Why on earth is it a good thing that the D&D ranger is this weird and unique creature, rather than an embodiment of a classic fantasy character archetype?
It's good that it isn't an embodiment of the one specific fantasy character that a particular person thinks is
the archetype. It's also good that the characters that people think are the archetypical representation and so wildly varied that each and every one has some hits and some misses when compared to the D&D ranger (like how Robin hood lives in the wood, uses stealth rather than brute force, but has no other traits of the ranger class).
Why would it be a bad thing if newcomers to the game who like Aragorn could actually play their Aragorn-esque character as a ranger?
Who said it would be bad? Why can't these newcomers go right ahead and play an Aragorn-esque ranger as is? I see nothing stopping them.
Hell, not even the D&D rangers in fiction line up particularly well with the argument that favored enemy and terrain are essential to the class. Make a list of Drizz't's distinctive abilities that make him appealing as an adventure hero. I doubt "favored enemy: goblins" is going to make the cut. I for one didn't even know it was canonically goblins until I looked it up.
That's on the author, not the D&D game.
Ah. There it is. "The ranger should be this way because the ranger has always been this way."
Um... what? No. I, in fact, count favored enemy and favored terrain being ribbons as being a change from the way that a ranger has always been, and a good one, because core features of the class' balance shouldn't be so fickle as that.

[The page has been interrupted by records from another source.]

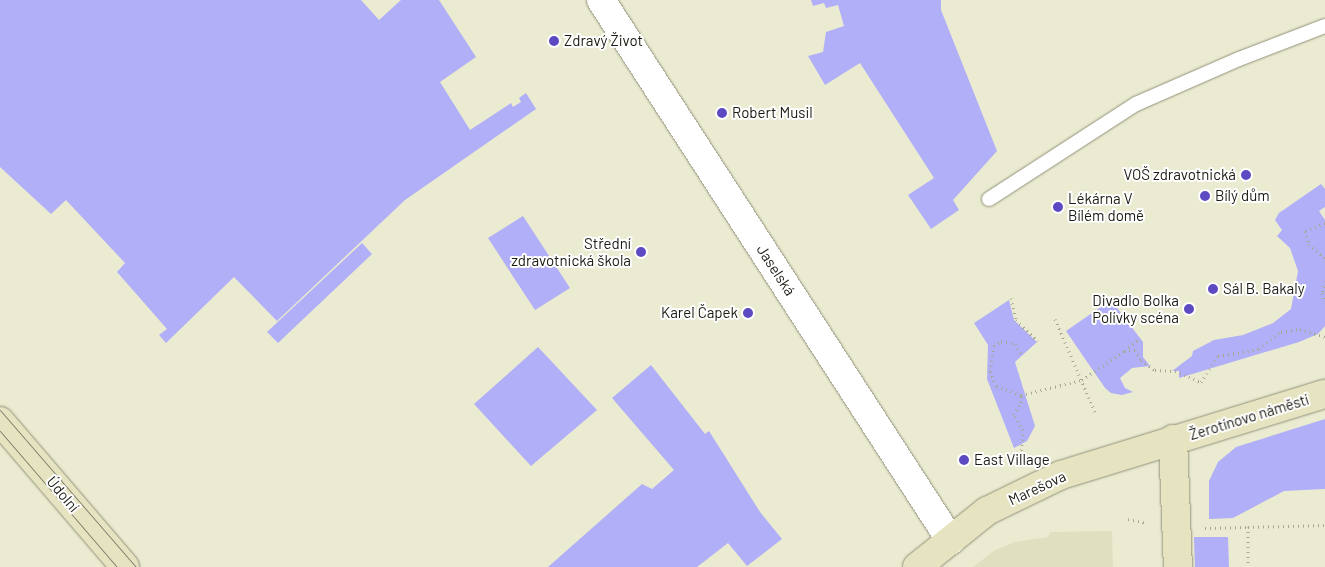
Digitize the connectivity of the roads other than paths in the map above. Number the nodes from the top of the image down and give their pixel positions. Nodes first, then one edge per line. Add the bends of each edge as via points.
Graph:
1 (601, 0) edge
2 (1325, 26) edge
3 (989, 199) dead end
4 (1325, 394) edge
5 (0, 421) edge
6 (1173, 440) junction
7 (951, 541) junction
8 (126, 567) edge
9 (917, 567) edge
10 (1178, 567) edge

1 - 7 street, Jaselská
2 - 3 lane via 1136,104
4 - 6 street, Žerotínovo náměstí
5 - 8 street, Údolní
6 - 7 street, Marešova via 1061,475 987,511
6 - 10 street
7 - 9 street, Marešova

No. The ranger should not have been this way in prior game versions, either. Because all the arguments I'm presenting now would have been just as applicable back then. The legacy argument does not work. It is fundamentally circular.

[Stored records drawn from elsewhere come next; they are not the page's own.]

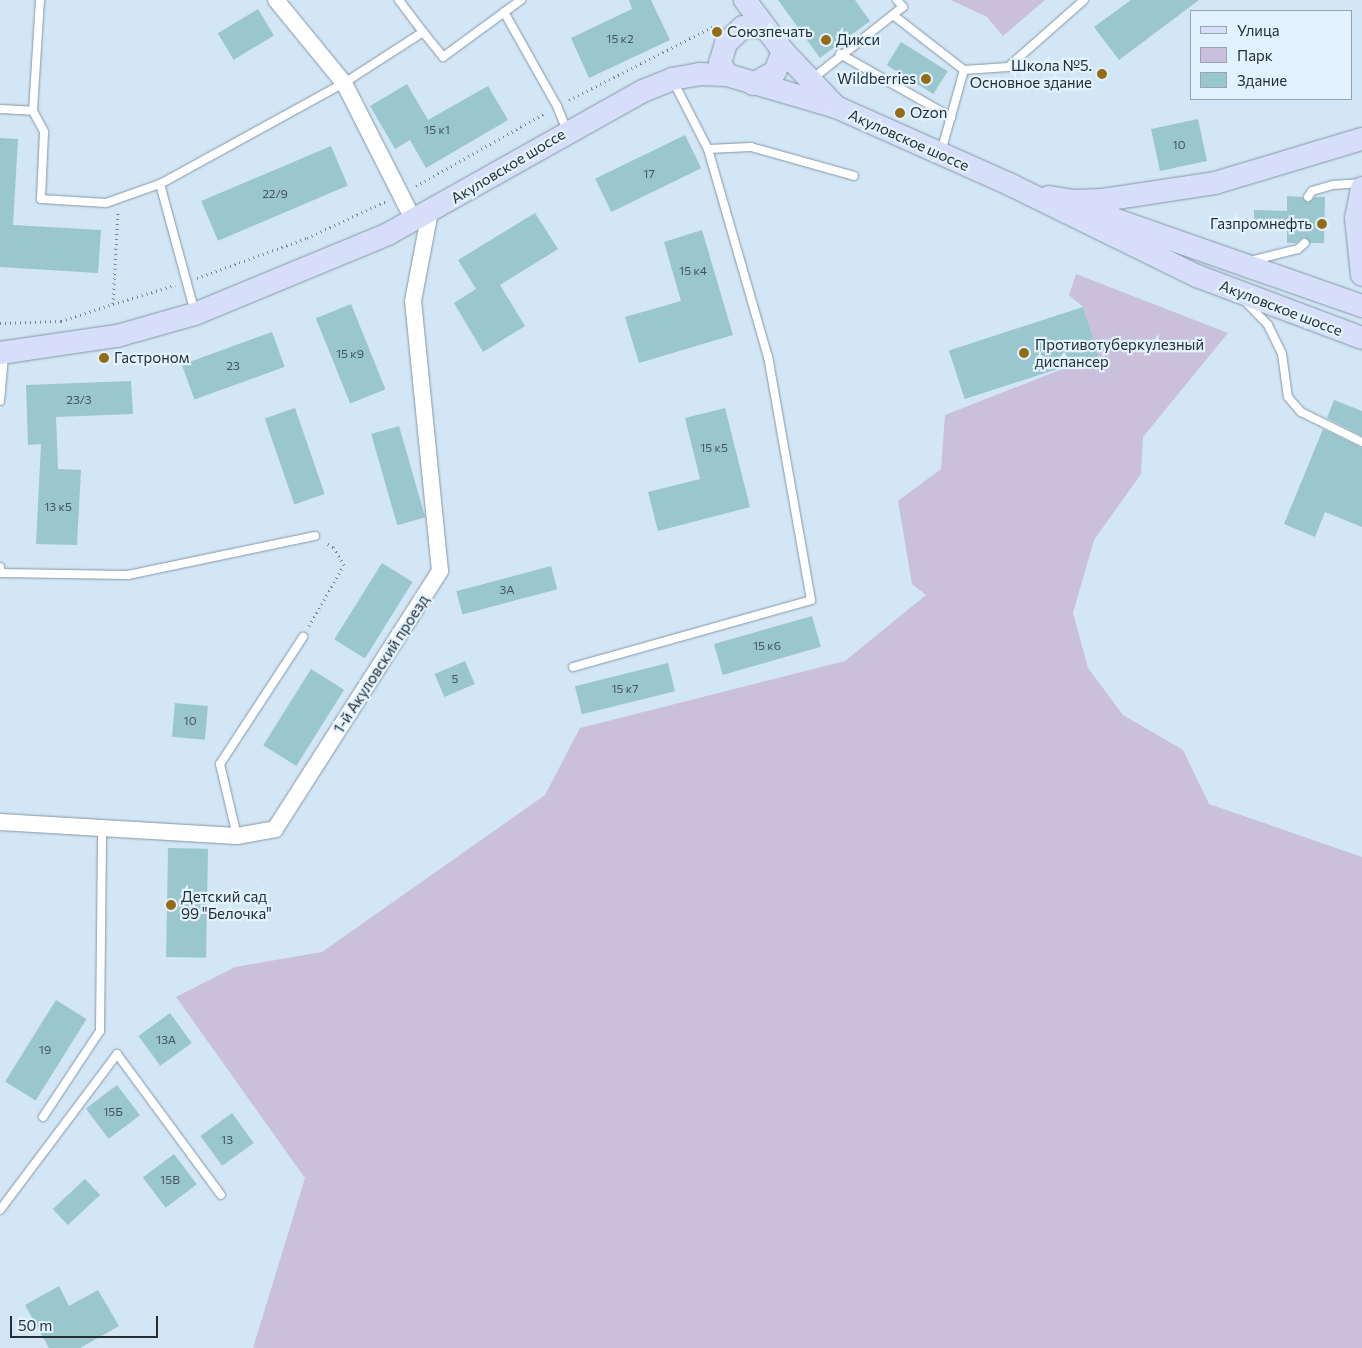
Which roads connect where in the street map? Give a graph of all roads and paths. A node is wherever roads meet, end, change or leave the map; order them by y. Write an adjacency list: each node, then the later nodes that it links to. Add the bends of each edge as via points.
1 (40, 0): 24 (lane)
2 (276, 0): 19 (street)
3 (399, 0): 12 (lane)
4 (521, 0): 8 (lane)
5 (744, 0): 11 (street)
6 (897, 0): 9 (lane, via 903,8)
7 (1084, 0): 15 (lane, via 1008,67)
8 (504, 12): 12 (lane, via 442,57); 21 (lane)
9 (893, 15): 14 (lane); 15 (lane)
10 (720, 22): 21 (path)
11 (764, 28): 13 (street); 16 (street, via 743,27 726,43 720,63)
12 (423, 32): 19 (lane)
13 (783, 51): 18 (street); 20 (street, via 775,72)
14 (840, 54): 18 (lane); 25 (lane)
15 (964, 70): 25 (lane)
16 (727, 75): 17 (street, Акуловское шоссе, via 700,74); 20 (street, Акуловское шоссе)
17 (672, 79): 26 (street, Акуловское шоссе); 28 (lane)
18 (810, 80): 22 (street)
19 (344, 83): 32 (lane); 35 (street)
20 (753, 84): 22 (street, Акуловское шоссе)
21 (557, 106): 26 (lane); 35 (path)
22 (836, 108): 29 (street, Акуловское шоссе)
23 (0, 109): 24 (lane)
24 (33, 111): 38 (lane, via 44,132 41,199 106,203)
25 (951, 117): 29 (lane)
26 (567, 131): 39 (street, Акуловское шоссе)
27 (1362, 139): 36 (street, via 1215,183 1103,200 1073,201)
28 (708, 149): 30 (lane, via 751,147); 56 (lane, via 768,357 811,600)
29 (941, 154): 33 (street, Акуловское шоссе)
30 (854, 176)
31 (1362, 182): 37 (lane, via 1333,185 1312,191)
32 (160, 184): 38 (lane); 43 (lane)
33 (1011, 185): 36 (street, Акуловское шоссе); 44 (street, Акуловское шоссе)
34 (1362, 188): 42 (street, via 1356,218)
35 (401, 195): 39 (street); 43 (path, via 307,238)
36 (1041, 195): 41 (street, Акуловское шоссе)
37 (1308, 197)
38 (119, 198): 45 (path)
39 (422, 216): 47 (street, Акуловское шоссе); 59 (street, 1-й Акуловский проезд, via 413,301 440,571 275,829)
40 (1305, 243): 41 (lane, via 1298,249)
41 (1243, 263): 46 (street, Акуловское шоссе)
42 (1362, 275)
43 (186, 282): 45 (path); 47 (lane)
44 (1234, 291): 49 (street, Акуловское шоссе); 52 (lane, via 1268,325 1282,354 1288,398 1301,412)
45 (113, 304): 48 (path, via 61,321)
46 (1362, 306)
47 (195, 314): 50 (street, Акуловское шоссе, via 117,336)
48 (0, 323)
49 (1362, 338)
50 (2, 353): 51 (lane)
51 (0, 401)
52 (1362, 442)
53 (315, 536): 54 (lane, via 128,575 1,573); 55 (path, via 333,547 344,564)
54 (0, 567)
55 (303, 637): 59 (lane, via 220,764)
56 (573, 667)
57 (0, 822): 58 (street, 1-й Акуловский проезд)
58 (102, 828): 59 (street, 1-й Акуловский проезд); 60 (lane, via 100,1031)
59 (237, 836)
60 (43, 1117)
61 (221, 1195): 62 (lane, via 117,1054)
62 (0, 1210)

No, it isn't circular to say "that was included for basically no reason but so that people hoping to find it because like some prior edition version of this class found it, rather than an excuse to claim WotC is trying to ruin the game by entirely taking away the feature they thought was cool."
Come on, dude. Did you consider the possibility that it could be modified to be appropriate as a feat, such as by adding an ability score boost or even the actual combat bonuses that a lot of grognards have been asking for? We're talking about favored enemy on the conceptual level, not the 5E ability verbatim.
I could have assumed things you hadn't stated, which you apparently expected that I do, but... you know what they say about assumption?
I don't assume. Not if I don't absolutely have to.
Circular argument again. I am asking why it should be a core feature of the ranger.
Because without those core features, why is it a separate class in the first place? (which, to be honest, I really don't think ranger should be given how limited its concept coverage is compared to other classes)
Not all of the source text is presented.